> REQUIRED ACTION
Answer with a bare number: the count of lines in the data below that contain the word "Stadium".

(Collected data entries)
────

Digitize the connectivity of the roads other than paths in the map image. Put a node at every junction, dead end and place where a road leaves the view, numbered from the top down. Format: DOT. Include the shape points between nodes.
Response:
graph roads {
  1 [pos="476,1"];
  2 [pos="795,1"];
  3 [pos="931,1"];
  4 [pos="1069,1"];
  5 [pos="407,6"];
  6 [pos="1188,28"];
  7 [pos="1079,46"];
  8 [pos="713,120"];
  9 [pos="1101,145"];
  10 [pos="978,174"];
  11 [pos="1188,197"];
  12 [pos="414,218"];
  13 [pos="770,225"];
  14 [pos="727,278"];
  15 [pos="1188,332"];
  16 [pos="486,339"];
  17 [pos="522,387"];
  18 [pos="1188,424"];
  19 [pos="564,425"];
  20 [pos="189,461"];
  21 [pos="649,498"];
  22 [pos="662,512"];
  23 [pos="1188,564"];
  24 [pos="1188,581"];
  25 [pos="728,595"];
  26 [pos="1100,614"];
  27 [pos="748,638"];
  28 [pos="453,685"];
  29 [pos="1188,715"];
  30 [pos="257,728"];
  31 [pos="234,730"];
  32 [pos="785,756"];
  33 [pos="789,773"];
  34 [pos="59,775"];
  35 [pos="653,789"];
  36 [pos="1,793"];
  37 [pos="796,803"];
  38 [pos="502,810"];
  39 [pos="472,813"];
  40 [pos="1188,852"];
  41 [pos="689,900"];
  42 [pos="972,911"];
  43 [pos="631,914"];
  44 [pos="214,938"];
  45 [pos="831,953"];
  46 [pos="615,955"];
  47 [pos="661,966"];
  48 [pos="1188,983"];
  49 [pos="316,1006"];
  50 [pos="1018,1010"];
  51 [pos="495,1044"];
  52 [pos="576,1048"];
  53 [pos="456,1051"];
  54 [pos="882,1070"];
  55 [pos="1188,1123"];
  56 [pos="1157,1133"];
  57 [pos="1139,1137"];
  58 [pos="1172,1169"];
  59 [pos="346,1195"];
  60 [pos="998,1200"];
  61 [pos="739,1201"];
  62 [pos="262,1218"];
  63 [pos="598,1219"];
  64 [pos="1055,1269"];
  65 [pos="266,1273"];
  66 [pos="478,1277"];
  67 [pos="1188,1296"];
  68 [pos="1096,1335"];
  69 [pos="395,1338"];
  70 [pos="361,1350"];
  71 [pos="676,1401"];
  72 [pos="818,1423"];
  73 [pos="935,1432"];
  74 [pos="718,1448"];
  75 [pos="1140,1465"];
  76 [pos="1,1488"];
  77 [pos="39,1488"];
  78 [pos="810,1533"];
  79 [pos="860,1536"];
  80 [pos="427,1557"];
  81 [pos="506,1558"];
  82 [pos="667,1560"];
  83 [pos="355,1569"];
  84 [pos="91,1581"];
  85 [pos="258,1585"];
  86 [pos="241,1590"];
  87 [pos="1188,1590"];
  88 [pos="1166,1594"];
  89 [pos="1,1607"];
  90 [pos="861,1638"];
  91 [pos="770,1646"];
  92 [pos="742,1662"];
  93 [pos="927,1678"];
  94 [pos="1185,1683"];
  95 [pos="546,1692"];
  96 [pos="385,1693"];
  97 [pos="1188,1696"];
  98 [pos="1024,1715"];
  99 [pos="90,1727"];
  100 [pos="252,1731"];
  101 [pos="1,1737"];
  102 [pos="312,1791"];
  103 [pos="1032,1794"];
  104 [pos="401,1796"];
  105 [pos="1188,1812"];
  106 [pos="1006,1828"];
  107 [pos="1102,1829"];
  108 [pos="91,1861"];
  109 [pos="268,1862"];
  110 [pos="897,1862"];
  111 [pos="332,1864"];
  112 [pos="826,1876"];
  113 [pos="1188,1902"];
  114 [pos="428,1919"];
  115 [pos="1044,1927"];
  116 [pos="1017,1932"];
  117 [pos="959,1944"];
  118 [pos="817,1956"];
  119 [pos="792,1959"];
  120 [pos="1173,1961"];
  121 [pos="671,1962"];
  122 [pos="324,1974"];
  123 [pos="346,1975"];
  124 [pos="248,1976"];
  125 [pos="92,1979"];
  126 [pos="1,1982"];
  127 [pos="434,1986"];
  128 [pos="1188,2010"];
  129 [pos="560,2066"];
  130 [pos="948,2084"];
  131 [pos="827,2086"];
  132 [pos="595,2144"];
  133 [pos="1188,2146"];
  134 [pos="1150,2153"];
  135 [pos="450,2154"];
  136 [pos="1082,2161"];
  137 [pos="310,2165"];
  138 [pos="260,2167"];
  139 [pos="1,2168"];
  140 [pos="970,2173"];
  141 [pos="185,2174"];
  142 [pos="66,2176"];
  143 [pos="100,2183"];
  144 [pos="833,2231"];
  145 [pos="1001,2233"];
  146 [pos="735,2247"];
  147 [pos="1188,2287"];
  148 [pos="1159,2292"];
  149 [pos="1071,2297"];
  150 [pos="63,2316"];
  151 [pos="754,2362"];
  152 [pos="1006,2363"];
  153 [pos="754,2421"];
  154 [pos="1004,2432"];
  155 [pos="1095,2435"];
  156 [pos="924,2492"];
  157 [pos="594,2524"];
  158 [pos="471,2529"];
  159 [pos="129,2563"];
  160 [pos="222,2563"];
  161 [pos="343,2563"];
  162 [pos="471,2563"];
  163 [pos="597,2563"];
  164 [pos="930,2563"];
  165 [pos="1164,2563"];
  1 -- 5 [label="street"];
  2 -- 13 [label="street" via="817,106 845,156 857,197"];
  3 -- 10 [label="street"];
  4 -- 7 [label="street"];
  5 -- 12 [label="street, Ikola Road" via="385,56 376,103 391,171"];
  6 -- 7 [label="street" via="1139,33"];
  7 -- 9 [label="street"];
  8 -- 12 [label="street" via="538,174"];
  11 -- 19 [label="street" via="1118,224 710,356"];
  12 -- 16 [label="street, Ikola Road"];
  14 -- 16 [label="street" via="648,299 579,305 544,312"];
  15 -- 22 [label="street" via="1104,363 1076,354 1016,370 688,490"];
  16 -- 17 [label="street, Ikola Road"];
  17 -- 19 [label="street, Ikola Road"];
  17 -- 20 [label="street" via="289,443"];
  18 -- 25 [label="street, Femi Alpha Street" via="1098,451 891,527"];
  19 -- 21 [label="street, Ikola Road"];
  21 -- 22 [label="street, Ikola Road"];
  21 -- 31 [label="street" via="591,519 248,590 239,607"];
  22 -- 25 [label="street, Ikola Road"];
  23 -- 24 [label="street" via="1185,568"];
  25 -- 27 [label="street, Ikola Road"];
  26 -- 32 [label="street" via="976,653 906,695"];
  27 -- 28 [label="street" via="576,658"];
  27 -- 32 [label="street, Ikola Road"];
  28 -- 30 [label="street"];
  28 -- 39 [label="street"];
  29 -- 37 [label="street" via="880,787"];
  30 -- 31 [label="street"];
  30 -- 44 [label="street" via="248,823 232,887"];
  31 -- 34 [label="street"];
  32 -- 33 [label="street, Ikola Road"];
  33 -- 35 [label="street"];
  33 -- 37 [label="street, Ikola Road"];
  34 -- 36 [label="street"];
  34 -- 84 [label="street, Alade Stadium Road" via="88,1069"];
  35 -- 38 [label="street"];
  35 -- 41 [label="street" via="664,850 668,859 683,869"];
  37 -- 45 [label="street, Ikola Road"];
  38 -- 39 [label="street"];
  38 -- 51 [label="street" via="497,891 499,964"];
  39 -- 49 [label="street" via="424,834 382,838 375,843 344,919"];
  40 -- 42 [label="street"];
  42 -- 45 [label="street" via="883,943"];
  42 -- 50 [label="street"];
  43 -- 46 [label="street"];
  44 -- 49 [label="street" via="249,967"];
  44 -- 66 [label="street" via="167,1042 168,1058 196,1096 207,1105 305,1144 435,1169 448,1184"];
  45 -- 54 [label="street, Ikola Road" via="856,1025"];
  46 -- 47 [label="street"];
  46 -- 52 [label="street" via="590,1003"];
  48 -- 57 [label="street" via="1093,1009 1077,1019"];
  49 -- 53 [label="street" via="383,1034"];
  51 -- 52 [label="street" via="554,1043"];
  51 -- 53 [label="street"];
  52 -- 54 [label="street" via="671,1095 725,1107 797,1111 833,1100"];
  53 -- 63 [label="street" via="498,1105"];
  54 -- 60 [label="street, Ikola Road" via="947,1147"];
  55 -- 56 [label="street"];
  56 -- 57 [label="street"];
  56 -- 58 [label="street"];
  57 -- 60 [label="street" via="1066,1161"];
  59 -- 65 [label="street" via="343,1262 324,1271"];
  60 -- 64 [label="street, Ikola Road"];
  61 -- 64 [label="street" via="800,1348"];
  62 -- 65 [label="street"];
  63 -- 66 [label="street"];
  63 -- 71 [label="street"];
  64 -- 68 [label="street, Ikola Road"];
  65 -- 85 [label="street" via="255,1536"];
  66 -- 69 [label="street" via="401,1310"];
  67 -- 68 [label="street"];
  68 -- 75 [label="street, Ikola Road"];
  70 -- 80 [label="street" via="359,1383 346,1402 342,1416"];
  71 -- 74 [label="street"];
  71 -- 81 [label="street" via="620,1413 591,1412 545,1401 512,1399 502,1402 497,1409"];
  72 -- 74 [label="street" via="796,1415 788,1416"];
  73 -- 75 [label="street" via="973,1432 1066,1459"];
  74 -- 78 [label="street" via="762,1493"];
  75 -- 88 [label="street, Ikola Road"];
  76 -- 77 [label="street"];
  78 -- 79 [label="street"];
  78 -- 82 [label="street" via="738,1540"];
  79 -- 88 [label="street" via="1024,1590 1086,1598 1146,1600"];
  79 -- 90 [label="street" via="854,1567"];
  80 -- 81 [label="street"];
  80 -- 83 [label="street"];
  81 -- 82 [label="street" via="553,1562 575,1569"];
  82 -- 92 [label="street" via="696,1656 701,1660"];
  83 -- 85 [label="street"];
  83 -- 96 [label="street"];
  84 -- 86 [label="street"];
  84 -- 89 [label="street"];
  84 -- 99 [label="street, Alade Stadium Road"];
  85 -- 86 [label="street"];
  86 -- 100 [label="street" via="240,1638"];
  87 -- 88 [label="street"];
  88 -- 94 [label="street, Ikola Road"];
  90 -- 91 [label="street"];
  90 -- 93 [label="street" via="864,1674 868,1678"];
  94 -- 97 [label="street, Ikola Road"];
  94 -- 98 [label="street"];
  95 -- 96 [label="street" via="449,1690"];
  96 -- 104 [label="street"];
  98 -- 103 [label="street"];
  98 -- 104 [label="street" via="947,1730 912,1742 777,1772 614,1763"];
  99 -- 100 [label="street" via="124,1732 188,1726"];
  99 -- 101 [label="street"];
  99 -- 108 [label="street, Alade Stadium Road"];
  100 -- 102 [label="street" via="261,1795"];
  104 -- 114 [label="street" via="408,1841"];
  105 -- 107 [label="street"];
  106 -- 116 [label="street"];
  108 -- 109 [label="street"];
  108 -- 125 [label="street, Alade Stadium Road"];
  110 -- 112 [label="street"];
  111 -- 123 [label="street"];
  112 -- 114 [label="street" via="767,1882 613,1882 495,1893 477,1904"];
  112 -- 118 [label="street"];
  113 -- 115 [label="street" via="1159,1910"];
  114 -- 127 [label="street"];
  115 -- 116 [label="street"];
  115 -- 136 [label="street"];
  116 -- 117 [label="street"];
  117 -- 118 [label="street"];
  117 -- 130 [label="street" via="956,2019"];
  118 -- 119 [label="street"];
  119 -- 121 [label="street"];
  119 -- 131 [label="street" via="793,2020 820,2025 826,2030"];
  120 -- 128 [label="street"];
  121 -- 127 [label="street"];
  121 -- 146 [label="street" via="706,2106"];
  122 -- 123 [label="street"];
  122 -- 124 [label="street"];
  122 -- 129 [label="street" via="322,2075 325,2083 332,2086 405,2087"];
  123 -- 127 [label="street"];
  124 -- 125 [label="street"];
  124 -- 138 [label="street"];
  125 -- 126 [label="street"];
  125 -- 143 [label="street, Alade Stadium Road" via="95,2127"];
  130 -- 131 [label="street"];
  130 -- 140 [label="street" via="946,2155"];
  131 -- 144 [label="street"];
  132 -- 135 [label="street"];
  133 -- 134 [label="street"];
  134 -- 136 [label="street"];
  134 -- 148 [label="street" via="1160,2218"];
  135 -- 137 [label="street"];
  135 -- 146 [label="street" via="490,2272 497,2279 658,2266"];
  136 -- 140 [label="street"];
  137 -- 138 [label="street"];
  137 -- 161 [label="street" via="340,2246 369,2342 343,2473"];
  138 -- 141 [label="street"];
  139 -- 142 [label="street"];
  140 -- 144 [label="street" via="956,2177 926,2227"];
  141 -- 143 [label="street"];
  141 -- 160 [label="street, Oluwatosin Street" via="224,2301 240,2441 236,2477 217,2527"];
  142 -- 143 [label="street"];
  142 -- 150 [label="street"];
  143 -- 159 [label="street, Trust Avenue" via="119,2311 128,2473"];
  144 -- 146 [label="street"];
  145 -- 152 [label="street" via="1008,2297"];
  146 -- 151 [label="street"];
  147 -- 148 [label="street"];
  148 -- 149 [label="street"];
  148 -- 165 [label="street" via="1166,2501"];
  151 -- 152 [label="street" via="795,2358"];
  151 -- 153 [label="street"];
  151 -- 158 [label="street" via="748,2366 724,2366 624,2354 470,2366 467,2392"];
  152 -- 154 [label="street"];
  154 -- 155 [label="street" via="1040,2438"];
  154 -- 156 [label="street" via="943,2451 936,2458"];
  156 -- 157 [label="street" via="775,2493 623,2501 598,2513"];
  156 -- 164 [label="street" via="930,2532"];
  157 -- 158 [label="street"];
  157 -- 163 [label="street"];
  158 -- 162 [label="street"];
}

────

> ANSWER TO THIS TASK
5